„Hier klopft ein Künstlerherz, das sich in Ekstasen erging“
28.03.25
Kronstädter Musikerinnen (VI/3): Konzertpianistin und Klavierpädagogin Luise Gmeiner (1885-1951)
Im dritten Teil von Folge VI der Dokumentation über Kronstädter Musikerinnen (Die Schwestern Gmeiner) rückt dessen Autorin, die Schauspielerin Manna Copony, die Pianistin und Klavierpädagogin Luise Gmeiner in den Mittelpunkt. Die jüngste der Gmeiner-Schwestern erwarb im Laufe ihrer Künstlerkarriere „durch eine technisch wie geistig herausragende Interpretation der großen Klavierwerke von Beethoven, Schumann, Brahms, Chopin, Liszt und Rachmaninow (…) bedeutendes Ansehen“ (K. Teutsch). Sie konzertierte – wie in dem ihr gewidmeten, vom vorhin zitierten Musikhistoriker Karl Teutsch verfassten Artikel im „Lexikon der Siebenbürger Sachsen“ (Thaur bei Innsbruck 1993) angegeben wird - in vielen europäischen Städten, öfter auch in Siebenbürgen. Ihr Repertoire umfasste die Konzerte für Klavier von rund 20 Komponisten. Mit einigen großen Musikern ihrer Zeit, etwa dem Pianisten Edwin Fischer, stand sie in freundschaftlicher Verbindung. Zuletzt wirkte sie als Klavierlehrerin in Berlin, wo sie am 11. März 1951 verstarb.
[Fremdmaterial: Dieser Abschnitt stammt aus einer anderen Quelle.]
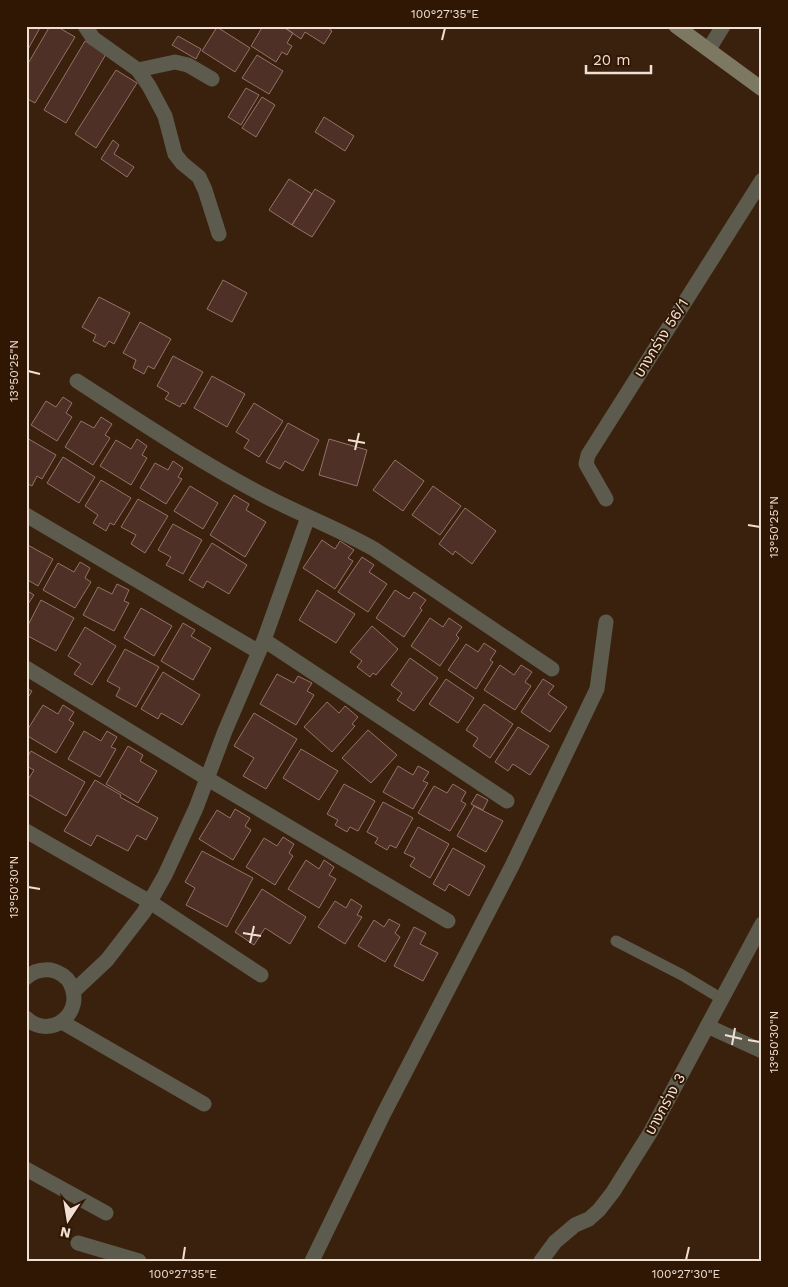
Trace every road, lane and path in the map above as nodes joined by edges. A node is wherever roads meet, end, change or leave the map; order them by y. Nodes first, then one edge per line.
1 (84, 26) edge
2 (676, 26) edge
3 (723, 26) edge
4 (709, 49) junction
5 (138, 70) junction
6 (212, 80) dead end
7 (762, 89) edge
8 (762, 180) edge
9 (219, 234) dead end
10 (77, 381) dead end
11 (606, 499) dead end
12 (26, 515) edge
13 (308, 516) junction
14 (606, 622) dead end
15 (261, 646) junction
16 (26, 668) edge
17 (552, 669) dead end
18 (208, 779) junction
19 (507, 801) dead end
20 (26, 831) edge
21 (150, 902) junction
22 (448, 921) dead end
23 (762, 924) edge
24 (616, 941) dead end
25 (261, 974) dead end
26 (26, 978) edge
27 (74, 991) junction
28 (722, 999) junction
29 (27, 1022) edge
30 (62, 1022) junction
31 (707, 1026) junction
32 (762, 1051) edge
33 (204, 1104) dead end
34 (26, 1169) edge
35 (106, 1213) dead end
36 (78, 1243) dead end
37 (139, 1261) edge
38 (312, 1261) edge
39 (541, 1261) edge

1 - 5 street
2 - 4 main road
3 - 4 street
4 - 7 main road
5 - 6 street
5 - 9 street
8 - 11 street, บางกร่าง 56/1
10 - 13 street
12 - 15 street
13 - 15 street
13 - 17 street
14 - 38 street
15 - 18 street
15 - 19 street
16 - 18 street
18 - 21 street
18 - 22 street
20 - 21 street
21 - 25 street
21 - 27 street
23 - 28 street, บางกร่าง 3
24 - 28 lane
26 - 27 street
27 - 30 street
28 - 31 street, บางกร่าง 3
29 - 30 street
30 - 33 street
31 - 32 street
31 - 39 street, บางกร่าง 3
34 - 35 street
36 - 37 street

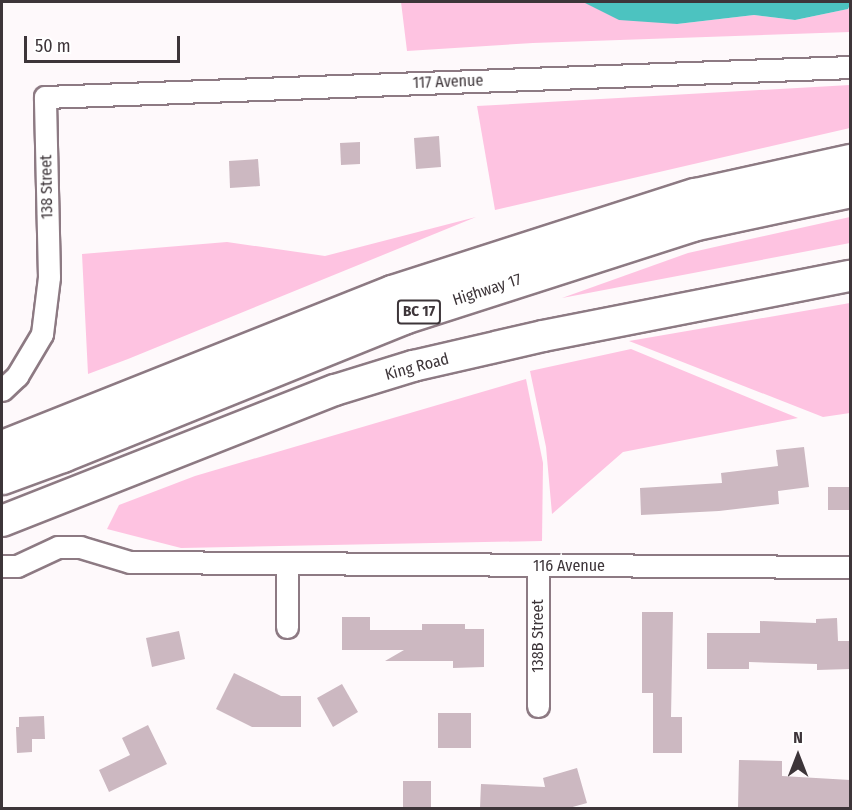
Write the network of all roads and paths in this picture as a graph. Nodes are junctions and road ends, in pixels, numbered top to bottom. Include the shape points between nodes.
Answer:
1 (850, 67) edge
2 (45, 97) joint
3 (850, 161) edge
4 (850, 190) edge
5 (850, 276) edge
6 (2, 390) edge
7 (2, 447) edge
8 (2, 477) edge
9 (2, 521) edge
10 (288, 563) junction
11 (2, 566) edge
12 (538, 566) junction
13 (850, 567) edge
14 (288, 627) dead end
15 (538, 706) dead end

1 - 2 street, 117 Avenue
2 - 6 street, 138 Street via 49,277 42,334 17,376
3 - 7 highway, Highway 17 / BC 17 via 695,195 392,292
4 - 8 highway, Highway 17 / BC 17 via 692,225 403,317
5 - 9 street, King Road via 543,336 413,366 335,390
10 - 11 street, 116 Avenue via 130,562 80,548 58,548 17,566
10 - 12 street, 116 Avenue
10 - 14 street
12 - 13 street, 116 Avenue
12 - 15 street, 138B Street

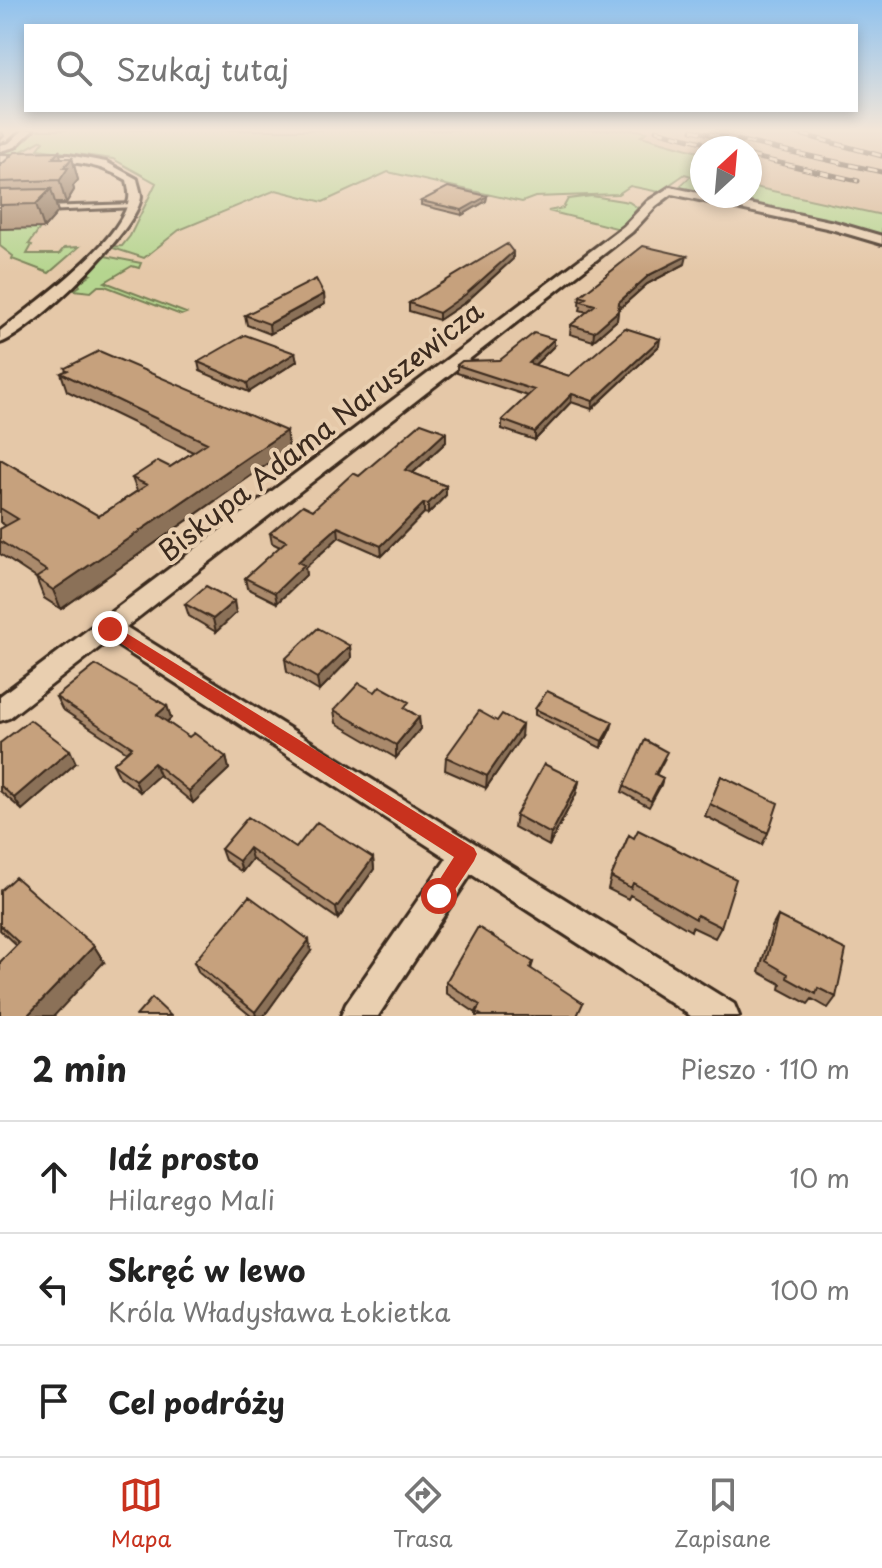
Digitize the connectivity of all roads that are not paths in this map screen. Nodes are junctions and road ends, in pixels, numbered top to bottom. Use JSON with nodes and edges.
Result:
{"nodes":[{"id":1,"x":129,"y":177,"type":"edge"},
{"id":2,"x":134,"y":206,"type":"junction"},
{"id":3,"x":32,"y":209,"type":"edge"},
{"id":4,"x":882,"y":240,"type":"edge"},
{"id":5,"x":0,"y":338,"type":"edge"},
{"id":6,"x":110,"y":629,"type":"junction"},
{"id":7,"x":0,"y":710,"type":"edge"},
{"id":8,"x":467,"y":854,"type":"junction"},
{"id":9,"x":358,"y":1016,"type":"edge"},
{"id":10,"x":722,"y":1016,"type":"edge"}],
"edges":[{"from":1,"to":2,"type":"street"},
{"from":2,"to":3,"type":"lane"},
{"from":2,"to":5,"type":"street"},
{"from":4,"to":6,"type":"street","name":"Biskupa Adama Naruszewicza"},
{"from":6,"to":7,"type":"street","name":"Biskupa Adama Naruszewicza"},
{"from":6,"to":8,"type":"street"},
{"from":8,"to":9,"type":"street"},
{"from":8,"to":10,"type":"street"}]}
Für Luise Gmeiner, die viel jünger ist als ihre „großen Schwestern“, hat deren Glanz und Ruhm manche Erschwerung ihres Schicksalsweges bedeutet. Jeder Nachgeborene einer berühmten Künstlerfamilie weiß davon ein Lied zu singen. Es war kein erstmaliges Ereignis mehr, als sie sagen musste: „Ich auch - ich möchte auch eine große Künstlerin werden.“ Die Fama entgegnete ihr wortlos, sie habe das blonde Luischen zu bleiben, die „kleine Schwester“. Das junge Mädchen, ein Wunder an treuer Gutgläubigkeit, ließ sich in tiefstem Herzen erschrecken von den Gespenstern menschlichen Vorurteils, aber die guten Geister ihrer Künstlerschaft wollten bei Schreck und Aberglauben nicht mitmachen. So entstand ein harter Sturm widerstrebender Kräfte in dieser jungen Menschenbrust, bis sie lernte, sich gegen die Welt und gegen die Sensibilität ihrer eigenen Seele durchzusetzen, bis der allzu große Respekt vor der Macht großstädtischer Prominenz dem Bewusstsein eigener Werte wich.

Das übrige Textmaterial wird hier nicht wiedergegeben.